*Work to complete*: When you retype the data, keep every line exactly as it appears.

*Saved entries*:

---

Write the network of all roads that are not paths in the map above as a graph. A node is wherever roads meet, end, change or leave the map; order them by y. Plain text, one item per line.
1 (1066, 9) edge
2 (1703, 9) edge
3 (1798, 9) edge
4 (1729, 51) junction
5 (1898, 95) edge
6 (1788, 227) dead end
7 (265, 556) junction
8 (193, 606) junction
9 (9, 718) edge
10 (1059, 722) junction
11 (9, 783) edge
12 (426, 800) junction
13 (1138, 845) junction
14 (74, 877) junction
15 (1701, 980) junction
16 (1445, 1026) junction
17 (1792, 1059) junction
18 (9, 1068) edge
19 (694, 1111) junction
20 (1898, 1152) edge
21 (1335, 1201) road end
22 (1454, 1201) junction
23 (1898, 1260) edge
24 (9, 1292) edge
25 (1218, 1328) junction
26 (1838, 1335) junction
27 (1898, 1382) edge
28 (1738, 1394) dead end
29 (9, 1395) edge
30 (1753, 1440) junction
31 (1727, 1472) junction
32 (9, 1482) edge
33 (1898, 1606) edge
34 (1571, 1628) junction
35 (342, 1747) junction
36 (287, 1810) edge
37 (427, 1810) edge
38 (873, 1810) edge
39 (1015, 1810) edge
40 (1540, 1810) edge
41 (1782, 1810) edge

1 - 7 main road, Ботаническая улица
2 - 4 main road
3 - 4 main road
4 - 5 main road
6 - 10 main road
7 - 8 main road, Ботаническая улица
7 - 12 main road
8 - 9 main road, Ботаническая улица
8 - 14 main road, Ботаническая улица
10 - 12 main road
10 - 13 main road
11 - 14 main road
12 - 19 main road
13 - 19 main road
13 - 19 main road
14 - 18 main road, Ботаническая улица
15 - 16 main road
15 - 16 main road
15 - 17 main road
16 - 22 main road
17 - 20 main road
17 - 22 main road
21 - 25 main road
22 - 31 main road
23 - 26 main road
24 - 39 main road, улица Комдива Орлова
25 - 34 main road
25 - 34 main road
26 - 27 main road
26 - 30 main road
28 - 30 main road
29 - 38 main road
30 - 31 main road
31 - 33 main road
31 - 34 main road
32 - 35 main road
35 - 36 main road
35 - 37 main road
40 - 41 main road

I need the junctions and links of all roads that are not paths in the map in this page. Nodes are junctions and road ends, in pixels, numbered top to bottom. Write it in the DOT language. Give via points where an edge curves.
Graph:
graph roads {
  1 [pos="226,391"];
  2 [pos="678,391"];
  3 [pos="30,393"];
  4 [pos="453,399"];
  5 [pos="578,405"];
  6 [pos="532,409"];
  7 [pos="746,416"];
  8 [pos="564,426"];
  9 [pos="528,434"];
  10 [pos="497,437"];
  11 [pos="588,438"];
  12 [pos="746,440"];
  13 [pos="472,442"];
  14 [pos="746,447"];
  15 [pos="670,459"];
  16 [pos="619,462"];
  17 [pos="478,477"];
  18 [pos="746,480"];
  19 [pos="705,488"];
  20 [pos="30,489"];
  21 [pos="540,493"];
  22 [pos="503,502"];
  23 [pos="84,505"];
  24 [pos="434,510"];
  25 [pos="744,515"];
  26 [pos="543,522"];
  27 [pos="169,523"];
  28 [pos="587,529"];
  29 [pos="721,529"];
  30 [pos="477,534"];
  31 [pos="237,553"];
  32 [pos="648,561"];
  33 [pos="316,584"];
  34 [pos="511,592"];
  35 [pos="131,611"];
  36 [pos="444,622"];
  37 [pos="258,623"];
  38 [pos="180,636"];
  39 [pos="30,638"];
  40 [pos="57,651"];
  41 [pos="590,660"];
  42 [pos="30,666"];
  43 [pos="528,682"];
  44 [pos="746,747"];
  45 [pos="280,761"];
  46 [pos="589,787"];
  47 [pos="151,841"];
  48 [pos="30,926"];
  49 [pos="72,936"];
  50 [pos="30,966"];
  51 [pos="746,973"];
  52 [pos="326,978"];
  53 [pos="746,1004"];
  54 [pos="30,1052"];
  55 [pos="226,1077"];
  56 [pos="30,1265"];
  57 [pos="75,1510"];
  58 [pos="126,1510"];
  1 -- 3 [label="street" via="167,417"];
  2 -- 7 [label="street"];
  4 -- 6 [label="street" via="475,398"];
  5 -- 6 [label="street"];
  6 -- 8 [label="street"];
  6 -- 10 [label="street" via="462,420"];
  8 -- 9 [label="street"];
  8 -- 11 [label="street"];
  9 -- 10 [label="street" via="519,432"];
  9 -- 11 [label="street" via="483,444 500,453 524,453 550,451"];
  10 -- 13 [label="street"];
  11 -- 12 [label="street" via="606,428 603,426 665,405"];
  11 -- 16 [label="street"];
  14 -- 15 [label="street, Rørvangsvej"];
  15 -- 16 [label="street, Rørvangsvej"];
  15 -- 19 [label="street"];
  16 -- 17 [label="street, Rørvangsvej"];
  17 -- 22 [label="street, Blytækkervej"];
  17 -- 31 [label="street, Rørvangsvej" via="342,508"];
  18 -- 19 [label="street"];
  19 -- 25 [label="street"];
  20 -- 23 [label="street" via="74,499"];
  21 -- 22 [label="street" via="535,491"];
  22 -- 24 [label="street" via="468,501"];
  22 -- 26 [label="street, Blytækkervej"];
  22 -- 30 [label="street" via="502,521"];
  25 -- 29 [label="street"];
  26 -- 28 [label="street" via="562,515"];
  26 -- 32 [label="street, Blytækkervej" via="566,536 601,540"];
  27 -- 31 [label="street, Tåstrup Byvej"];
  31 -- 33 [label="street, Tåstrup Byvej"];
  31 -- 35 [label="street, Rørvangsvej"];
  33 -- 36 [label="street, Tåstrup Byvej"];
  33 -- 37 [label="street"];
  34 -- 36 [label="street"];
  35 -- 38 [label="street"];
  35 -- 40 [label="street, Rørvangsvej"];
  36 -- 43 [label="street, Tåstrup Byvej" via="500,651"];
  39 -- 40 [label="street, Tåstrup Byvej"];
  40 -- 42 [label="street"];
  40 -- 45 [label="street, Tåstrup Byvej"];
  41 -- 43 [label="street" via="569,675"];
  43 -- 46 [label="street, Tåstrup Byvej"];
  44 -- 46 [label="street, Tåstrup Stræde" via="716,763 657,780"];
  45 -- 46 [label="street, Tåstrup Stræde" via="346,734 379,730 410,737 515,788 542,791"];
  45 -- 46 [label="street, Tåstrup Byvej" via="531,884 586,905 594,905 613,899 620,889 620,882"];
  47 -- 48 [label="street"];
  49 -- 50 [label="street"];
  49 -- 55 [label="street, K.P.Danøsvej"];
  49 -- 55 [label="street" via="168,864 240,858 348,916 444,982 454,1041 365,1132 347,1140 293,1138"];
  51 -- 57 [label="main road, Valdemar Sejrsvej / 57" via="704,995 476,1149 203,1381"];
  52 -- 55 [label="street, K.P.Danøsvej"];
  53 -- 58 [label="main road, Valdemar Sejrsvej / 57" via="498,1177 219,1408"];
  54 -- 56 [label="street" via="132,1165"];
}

---

*The completed task*:
Write the network of all roads that are not paths in the map above as a graph. A node is wherever roads meet, end, change or leave the map; order them by y. Plain text, one item per line.
1 (1066, 9) edge
2 (1703, 9) edge
3 (1798, 9) edge
4 (1729, 51) junction
5 (1898, 95) edge
6 (1788, 227) dead end
7 (265, 556) junction
8 (193, 606) junction
9 (9, 718) edge
10 (1059, 722) junction
11 (9, 783) edge
12 (426, 800) junction
13 (1138, 845) junction
14 (74, 877) junction
15 (1701, 980) junction
16 (1445, 1026) junction
17 (1792, 1059) junction
18 (9, 1068) edge
19 (694, 1111) junction
20 (1898, 1152) edge
21 (1335, 1201) road end
22 (1454, 1201) junction
23 (1898, 1260) edge
24 (9, 1292) edge
25 (1218, 1328) junction
26 (1838, 1335) junction
27 (1898, 1382) edge
28 (1738, 1394) dead end
29 (9, 1395) edge
30 (1753, 1440) junction
31 (1727, 1472) junction
32 (9, 1482) edge
33 (1898, 1606) edge
34 (1571, 1628) junction
35 (342, 1747) junction
36 (287, 1810) edge
37 (427, 1810) edge
38 (873, 1810) edge
39 (1015, 1810) edge
40 (1540, 1810) edge
41 (1782, 1810) edge

1 - 7 main road, Ботаническая улица
2 - 4 main road
3 - 4 main road
4 - 5 main road
6 - 10 main road
7 - 8 main road, Ботаническая улица
7 - 12 main road
8 - 9 main road, Ботаническая улица
8 - 14 main road, Ботаническая улица
10 - 12 main road
10 - 13 main road
11 - 14 main road
12 - 19 main road
13 - 19 main road
13 - 19 main road
14 - 18 main road, Ботаническая улица
15 - 16 main road
15 - 16 main road
15 - 17 main road
16 - 22 main road
17 - 20 main road
17 - 22 main road
21 - 25 main road
22 - 31 main road
23 - 26 main road
24 - 39 main road, улица Комдива Орлова
25 - 34 main road
25 - 34 main road
26 - 27 main road
26 - 30 main road
28 - 30 main road
29 - 38 main road
30 - 31 main road
31 - 33 main road
31 - 34 main road
32 - 35 main road
35 - 36 main road
35 - 37 main road
40 - 41 main road

I need the junctions and links of all roads that are not paths in the map in this page. Nodes are junctions and road ends, in pixels, numbered top to bottom. Write it in the DOT language. Give via points where an edge curves.
Graph:
graph roads {
  1 [pos="226,391"];
  2 [pos="678,391"];
  3 [pos="30,393"];
  4 [pos="453,399"];
  5 [pos="578,405"];
  6 [pos="532,409"];
  7 [pos="746,416"];
  8 [pos="564,426"];
  9 [pos="528,434"];
  10 [pos="497,437"];
  11 [pos="588,438"];
  12 [pos="746,440"];
  13 [pos="472,442"];
  14 [pos="746,447"];
  15 [pos="670,459"];
  16 [pos="619,462"];
  17 [pos="478,477"];
  18 [pos="746,480"];
  19 [pos="705,488"];
  20 [pos="30,489"];
  21 [pos="540,493"];
  22 [pos="503,502"];
  23 [pos="84,505"];
  24 [pos="434,510"];
  25 [pos="744,515"];
  26 [pos="543,522"];
  27 [pos="169,523"];
  28 [pos="587,529"];
  29 [pos="721,529"];
  30 [pos="477,534"];
  31 [pos="237,553"];
  32 [pos="648,561"];
  33 [pos="316,584"];
  34 [pos="511,592"];
  35 [pos="131,611"];
  36 [pos="444,622"];
  37 [pos="258,623"];
  38 [pos="180,636"];
  39 [pos="30,638"];
  40 [pos="57,651"];
  41 [pos="590,660"];
  42 [pos="30,666"];
  43 [pos="528,682"];
  44 [pos="746,747"];
  45 [pos="280,761"];
  46 [pos="589,787"];
  47 [pos="151,841"];
  48 [pos="30,926"];
  49 [pos="72,936"];
  50 [pos="30,966"];
  51 [pos="746,973"];
  52 [pos="326,978"];
  53 [pos="746,1004"];
  54 [pos="30,1052"];
  55 [pos="226,1077"];
  56 [pos="30,1265"];
  57 [pos="75,1510"];
  58 [pos="126,1510"];
  1 -- 3 [label="street" via="167,417"];
  2 -- 7 [label="street"];
  4 -- 6 [label="street" via="475,398"];
  5 -- 6 [label="street"];
  6 -- 8 [label="street"];
  6 -- 10 [label="street" via="462,420"];
  8 -- 9 [label="street"];
  8 -- 11 [label="street"];
  9 -- 10 [label="street" via="519,432"];
  9 -- 11 [label="street" via="483,444 500,453 524,453 550,451"];
  10 -- 13 [label="street"];
  11 -- 12 [label="street" via="606,428 603,426 665,405"];
  11 -- 16 [label="street"];
  14 -- 15 [label="street, Rørvangsvej"];
  15 -- 16 [label="street, Rørvangsvej"];
  15 -- 19 [label="street"];
  16 -- 17 [label="street, Rørvangsvej"];
  17 -- 22 [label="street, Blytækkervej"];
  17 -- 31 [label="street, Rørvangsvej" via="342,508"];
  18 -- 19 [label="street"];
  19 -- 25 [label="street"];
  20 -- 23 [label="street" via="74,499"];
  21 -- 22 [label="street" via="535,491"];
  22 -- 24 [label="street" via="468,501"];
  22 -- 26 [label="street, Blytækkervej"];
  22 -- 30 [label="street" via="502,521"];
  25 -- 29 [label="street"];
  26 -- 28 [label="street" via="562,515"];
  26 -- 32 [label="street, Blytækkervej" via="566,536 601,540"];
  27 -- 31 [label="street, Tåstrup Byvej"];
  31 -- 33 [label="street, Tåstrup Byvej"];
  31 -- 35 [label="street, Rørvangsvej"];
  33 -- 36 [label="street, Tåstrup Byvej"];
  33 -- 37 [label="street"];
  34 -- 36 [label="street"];
  35 -- 38 [label="street"];
  35 -- 40 [label="street, Rørvangsvej"];
  36 -- 43 [label="street, Tåstrup Byvej" via="500,651"];
  39 -- 40 [label="street, Tåstrup Byvej"];
  40 -- 42 [label="street"];
  40 -- 45 [label="street, Tåstrup Byvej"];
  41 -- 43 [label="street" via="569,675"];
  43 -- 46 [label="street, Tåstrup Byvej"];
  44 -- 46 [label="street, Tåstrup Stræde" via="716,763 657,780"];
  45 -- 46 [label="street, Tåstrup Stræde" via="346,734 379,730 410,737 515,788 542,791"];
  45 -- 46 [label="street, Tåstrup Byvej" via="531,884 586,905 594,905 613,899 620,889 620,882"];
  47 -- 48 [label="street"];
  49 -- 50 [label="street"];
  49 -- 55 [label="street, K.P.Danøsvej"];
  49 -- 55 [label="street" via="168,864 240,858 348,916 444,982 454,1041 365,1132 347,1140 293,1138"];
  51 -- 57 [label="main road, Valdemar Sejrsvej / 57" via="704,995 476,1149 203,1381"];
  52 -- 55 [label="street, K.P.Danøsvej"];
  53 -- 58 [label="main road, Valdemar Sejrsvej / 57" via="498,1177 219,1408"];
  54 -- 56 [label="street" via="132,1165"];
}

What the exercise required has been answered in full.